Saturday, May 8, 12021 HE
It is week five of the virtual Tuesday Night Race (vTNR) series being put on by Coast Outdoors through Deep Cove Kayak. Here is a general overview of the event.
Here are the links to my past posts on the vTNR series: vTNR#1, vTNR#2, vTNR#3, and vTNR#4.
Here is the link to the course this week on webscorer. And below is an image of the route and the link to the course in Google Maps.
Below is a virtual tour of the race course created via Google Earth Studio.
And for the real thing check out the pictures below that Wil sent me from his corner office suite. The cockpit aerial is from another day if you are wondering about the weather change from the paddle to the aerial pictures.
I had my thesis defence for my Diploma in Osteopathy Manual Practice at 16:30. So rather than be idle and overthinking the presentation, I figured getting out on the water for a paddle would be a great way to clear my mind. And thankfully, Annie was in full agreement. So after dropping Annie and the kids off at her parents’ place in North Vancouver and a quick re-read of my thesis paper I was off to Deep Cove.
I left from my regular launching point at Lowry Waterfront Park and used the paddle across to Boulder Island as my warm-up. Below is the view from Lowry Park looking across Indian Arm toward Admiralty Point in Port Moody.
The water was glassy again and it was a pleasant paddle over. The tide was low so I kept an eye out for exposed boulders as I rounded the southern tip of Boulder Island as I made my way to the dock.

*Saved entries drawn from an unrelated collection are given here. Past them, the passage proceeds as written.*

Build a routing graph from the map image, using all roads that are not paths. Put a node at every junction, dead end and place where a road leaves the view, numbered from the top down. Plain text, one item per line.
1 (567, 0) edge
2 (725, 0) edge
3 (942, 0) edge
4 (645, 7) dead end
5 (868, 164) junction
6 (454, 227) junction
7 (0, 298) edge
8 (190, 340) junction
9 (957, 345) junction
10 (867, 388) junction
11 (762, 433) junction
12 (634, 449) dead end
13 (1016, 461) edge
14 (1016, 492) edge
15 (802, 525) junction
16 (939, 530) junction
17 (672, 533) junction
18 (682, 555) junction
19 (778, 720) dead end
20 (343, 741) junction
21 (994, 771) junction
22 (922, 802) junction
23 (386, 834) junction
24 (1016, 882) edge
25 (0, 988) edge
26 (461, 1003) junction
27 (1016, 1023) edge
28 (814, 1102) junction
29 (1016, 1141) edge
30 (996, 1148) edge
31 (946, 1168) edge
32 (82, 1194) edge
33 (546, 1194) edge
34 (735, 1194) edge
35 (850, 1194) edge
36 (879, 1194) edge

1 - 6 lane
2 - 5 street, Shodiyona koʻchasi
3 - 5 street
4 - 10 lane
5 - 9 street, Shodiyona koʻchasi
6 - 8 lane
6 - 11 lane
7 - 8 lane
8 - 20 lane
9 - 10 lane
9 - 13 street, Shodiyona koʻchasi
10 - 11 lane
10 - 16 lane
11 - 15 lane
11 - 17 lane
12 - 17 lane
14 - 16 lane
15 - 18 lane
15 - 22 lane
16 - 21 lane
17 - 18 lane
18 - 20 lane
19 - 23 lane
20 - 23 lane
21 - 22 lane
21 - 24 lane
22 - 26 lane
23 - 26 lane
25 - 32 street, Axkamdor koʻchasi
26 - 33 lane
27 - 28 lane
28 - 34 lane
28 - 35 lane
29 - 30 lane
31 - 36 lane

There was one exposed rock with a lone purple ochre sea star on top of it. I was about to stop to take a picture but figured I would be able to take a photo on my return paddle.
When I arrived a gentleman was setting up his boat kit. He inquired as to this week’s course, speculating on whether it was a run to Jug Island and asking what was the time to beat. I informed him that it was a circuit around Grey Rocks Island, but that I had no idea about the fast times. I was just in it for completion marks. He wished me luck and then I was off shortly after that.
The first part of the course was a straightaway to the Hamber Island Lighthouse. With the low tide I wasn’t sure how much exposed rock there would be so I approached cautiously. Below is the lighthouse with Hamber Island in the background. Despite the lighthouse being well overground, there wasn’t any exposed rock.
After the first turn, it was then a crossing of the fjord towards Grey Rocks Island. I did a quick scan to check for any boat traffic travelling up or down Indian Arm. The coast was clear so I made a bee-line for the northeastern shoreline.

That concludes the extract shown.